## [TASK DESCRIPTION]
Repeat only the stretch of lines below that runs from the line with "pinky dip: (73, 422)" through the line with "thumb cmc: (895, 917)", unaltered.

## [DATA UNDER STUDY]
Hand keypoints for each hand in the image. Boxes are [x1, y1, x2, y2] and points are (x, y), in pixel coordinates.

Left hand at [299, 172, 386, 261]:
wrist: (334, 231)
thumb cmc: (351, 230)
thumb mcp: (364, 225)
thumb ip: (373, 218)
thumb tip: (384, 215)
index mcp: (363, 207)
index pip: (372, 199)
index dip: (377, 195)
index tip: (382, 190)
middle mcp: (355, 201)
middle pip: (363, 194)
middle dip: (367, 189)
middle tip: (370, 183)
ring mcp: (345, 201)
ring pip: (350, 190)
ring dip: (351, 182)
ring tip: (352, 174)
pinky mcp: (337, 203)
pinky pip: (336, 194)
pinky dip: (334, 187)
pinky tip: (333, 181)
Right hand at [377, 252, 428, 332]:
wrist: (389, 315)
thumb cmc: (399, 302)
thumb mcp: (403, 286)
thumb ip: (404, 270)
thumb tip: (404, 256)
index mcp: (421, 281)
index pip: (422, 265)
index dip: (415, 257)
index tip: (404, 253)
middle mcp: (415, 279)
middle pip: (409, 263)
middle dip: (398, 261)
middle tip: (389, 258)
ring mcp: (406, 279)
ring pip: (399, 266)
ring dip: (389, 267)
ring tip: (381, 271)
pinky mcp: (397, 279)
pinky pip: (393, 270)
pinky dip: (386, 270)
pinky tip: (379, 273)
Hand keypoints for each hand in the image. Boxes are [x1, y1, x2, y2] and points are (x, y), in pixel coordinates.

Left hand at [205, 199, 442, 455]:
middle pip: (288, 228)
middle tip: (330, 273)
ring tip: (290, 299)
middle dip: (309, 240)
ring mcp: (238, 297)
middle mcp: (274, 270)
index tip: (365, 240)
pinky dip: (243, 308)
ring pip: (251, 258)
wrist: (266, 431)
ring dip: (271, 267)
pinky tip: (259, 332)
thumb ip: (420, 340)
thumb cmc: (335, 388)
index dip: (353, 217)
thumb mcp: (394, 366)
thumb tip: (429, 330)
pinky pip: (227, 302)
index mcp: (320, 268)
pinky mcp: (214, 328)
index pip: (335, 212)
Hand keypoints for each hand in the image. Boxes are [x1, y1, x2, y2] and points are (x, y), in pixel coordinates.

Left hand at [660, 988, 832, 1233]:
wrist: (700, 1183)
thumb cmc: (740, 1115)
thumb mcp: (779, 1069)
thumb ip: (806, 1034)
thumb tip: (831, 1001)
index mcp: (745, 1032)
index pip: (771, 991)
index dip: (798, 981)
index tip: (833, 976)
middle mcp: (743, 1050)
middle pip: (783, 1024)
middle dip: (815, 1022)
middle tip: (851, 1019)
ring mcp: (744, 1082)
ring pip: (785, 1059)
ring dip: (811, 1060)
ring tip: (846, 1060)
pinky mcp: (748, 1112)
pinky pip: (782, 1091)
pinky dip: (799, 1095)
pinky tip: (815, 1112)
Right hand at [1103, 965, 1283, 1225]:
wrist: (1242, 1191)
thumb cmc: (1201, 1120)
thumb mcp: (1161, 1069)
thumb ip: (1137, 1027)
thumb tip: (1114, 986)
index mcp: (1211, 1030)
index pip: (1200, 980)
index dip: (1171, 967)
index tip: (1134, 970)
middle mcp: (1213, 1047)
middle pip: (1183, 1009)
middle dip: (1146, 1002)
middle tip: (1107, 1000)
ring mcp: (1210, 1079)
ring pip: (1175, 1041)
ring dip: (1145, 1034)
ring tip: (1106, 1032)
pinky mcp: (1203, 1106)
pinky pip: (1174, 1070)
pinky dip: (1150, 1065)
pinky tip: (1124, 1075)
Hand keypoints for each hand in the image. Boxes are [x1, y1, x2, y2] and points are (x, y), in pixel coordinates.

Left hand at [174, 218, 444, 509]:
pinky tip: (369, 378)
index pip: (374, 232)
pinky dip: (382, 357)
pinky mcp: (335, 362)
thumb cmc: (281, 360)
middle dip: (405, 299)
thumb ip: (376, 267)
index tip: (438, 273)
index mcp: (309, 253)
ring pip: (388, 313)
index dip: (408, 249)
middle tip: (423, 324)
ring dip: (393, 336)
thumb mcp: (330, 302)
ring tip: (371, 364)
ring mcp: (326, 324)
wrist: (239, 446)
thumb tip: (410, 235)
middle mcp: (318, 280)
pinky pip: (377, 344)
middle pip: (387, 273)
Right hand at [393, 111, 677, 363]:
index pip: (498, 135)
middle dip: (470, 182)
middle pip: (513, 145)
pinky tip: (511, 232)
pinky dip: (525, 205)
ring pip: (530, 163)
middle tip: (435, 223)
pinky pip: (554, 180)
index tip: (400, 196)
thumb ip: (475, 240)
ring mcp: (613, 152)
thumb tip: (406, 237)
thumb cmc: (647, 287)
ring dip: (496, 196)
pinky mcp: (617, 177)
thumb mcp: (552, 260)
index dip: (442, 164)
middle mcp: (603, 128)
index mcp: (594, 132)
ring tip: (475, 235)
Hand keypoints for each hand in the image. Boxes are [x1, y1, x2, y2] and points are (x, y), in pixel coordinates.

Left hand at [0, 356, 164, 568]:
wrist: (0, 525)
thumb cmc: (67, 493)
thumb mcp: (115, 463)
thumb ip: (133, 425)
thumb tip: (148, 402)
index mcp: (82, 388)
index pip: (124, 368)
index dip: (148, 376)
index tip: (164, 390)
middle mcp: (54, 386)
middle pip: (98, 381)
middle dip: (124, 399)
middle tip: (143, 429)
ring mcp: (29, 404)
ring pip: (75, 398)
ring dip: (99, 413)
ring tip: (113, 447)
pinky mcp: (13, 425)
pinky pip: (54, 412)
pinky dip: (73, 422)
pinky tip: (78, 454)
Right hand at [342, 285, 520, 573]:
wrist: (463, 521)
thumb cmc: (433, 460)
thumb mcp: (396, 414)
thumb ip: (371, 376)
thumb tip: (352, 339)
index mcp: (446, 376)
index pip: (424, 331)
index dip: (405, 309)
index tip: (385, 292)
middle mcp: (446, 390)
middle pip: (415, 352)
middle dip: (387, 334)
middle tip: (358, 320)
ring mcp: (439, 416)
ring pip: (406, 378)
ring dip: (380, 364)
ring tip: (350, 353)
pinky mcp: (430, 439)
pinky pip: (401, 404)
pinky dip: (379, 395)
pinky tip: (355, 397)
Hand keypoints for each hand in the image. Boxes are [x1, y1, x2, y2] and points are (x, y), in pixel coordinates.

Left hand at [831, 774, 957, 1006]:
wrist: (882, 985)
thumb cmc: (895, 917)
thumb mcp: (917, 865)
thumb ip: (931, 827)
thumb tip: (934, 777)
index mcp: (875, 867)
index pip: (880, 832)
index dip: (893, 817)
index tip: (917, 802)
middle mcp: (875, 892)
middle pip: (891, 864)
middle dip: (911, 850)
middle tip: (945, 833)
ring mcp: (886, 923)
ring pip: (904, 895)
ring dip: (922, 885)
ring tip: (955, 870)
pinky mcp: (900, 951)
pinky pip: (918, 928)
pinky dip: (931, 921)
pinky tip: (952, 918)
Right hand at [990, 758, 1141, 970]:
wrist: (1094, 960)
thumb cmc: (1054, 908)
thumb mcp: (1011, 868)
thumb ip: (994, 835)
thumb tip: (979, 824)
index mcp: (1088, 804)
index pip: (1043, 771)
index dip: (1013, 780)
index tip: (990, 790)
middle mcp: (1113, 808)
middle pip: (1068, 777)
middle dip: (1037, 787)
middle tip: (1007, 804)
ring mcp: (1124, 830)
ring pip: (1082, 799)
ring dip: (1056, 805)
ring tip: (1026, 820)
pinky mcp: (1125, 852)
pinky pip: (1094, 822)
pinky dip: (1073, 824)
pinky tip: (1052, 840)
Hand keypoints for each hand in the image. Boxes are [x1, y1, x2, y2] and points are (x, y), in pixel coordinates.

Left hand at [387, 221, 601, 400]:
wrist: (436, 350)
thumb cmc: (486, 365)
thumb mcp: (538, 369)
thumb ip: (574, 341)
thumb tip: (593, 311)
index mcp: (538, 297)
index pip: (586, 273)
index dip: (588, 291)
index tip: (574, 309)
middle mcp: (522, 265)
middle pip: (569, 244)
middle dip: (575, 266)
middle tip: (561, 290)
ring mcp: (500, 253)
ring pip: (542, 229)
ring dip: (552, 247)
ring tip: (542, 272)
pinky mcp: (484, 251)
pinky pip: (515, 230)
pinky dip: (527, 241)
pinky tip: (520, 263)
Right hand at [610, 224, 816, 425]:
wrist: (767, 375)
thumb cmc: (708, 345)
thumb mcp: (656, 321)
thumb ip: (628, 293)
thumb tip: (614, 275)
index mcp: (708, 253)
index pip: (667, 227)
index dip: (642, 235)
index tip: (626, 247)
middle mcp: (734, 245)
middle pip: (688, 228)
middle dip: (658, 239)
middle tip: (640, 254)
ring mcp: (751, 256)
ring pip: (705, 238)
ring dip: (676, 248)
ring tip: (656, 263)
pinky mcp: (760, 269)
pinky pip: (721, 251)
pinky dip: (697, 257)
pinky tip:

## [RESULT OF THE EXERCISE]
pinky dip: (73, 422)
pinky tip: (78, 454)
Right hand at [342, 285, 520, 573]:
wrist: (463, 521)
thumb cmc: (433, 460)
thumb mcp: (396, 414)
thumb ip: (371, 376)
thumb tip: (352, 339)
index mcp: (446, 376)
index pip: (424, 331)
index dip: (405, 309)
index tip: (385, 292)
middle mcp: (446, 390)
middle pip: (415, 352)
middle dip: (387, 334)
middle tip: (358, 320)
ring mcp: (439, 416)
ring pip: (406, 378)
ring dip: (380, 364)
ring tip: (350, 353)
pinky mcp: (430, 439)
pinky pip: (401, 404)
pinky dip: (379, 395)
pinky tip: (355, 397)
Hand keypoints for each hand in the image. Boxes are [x1, y1, x2, y2] and points are (x, y), in pixel coordinates.

Left hand at [831, 774, 957, 1006]:
wrist: (882, 985)
thumb cmc: (895, 917)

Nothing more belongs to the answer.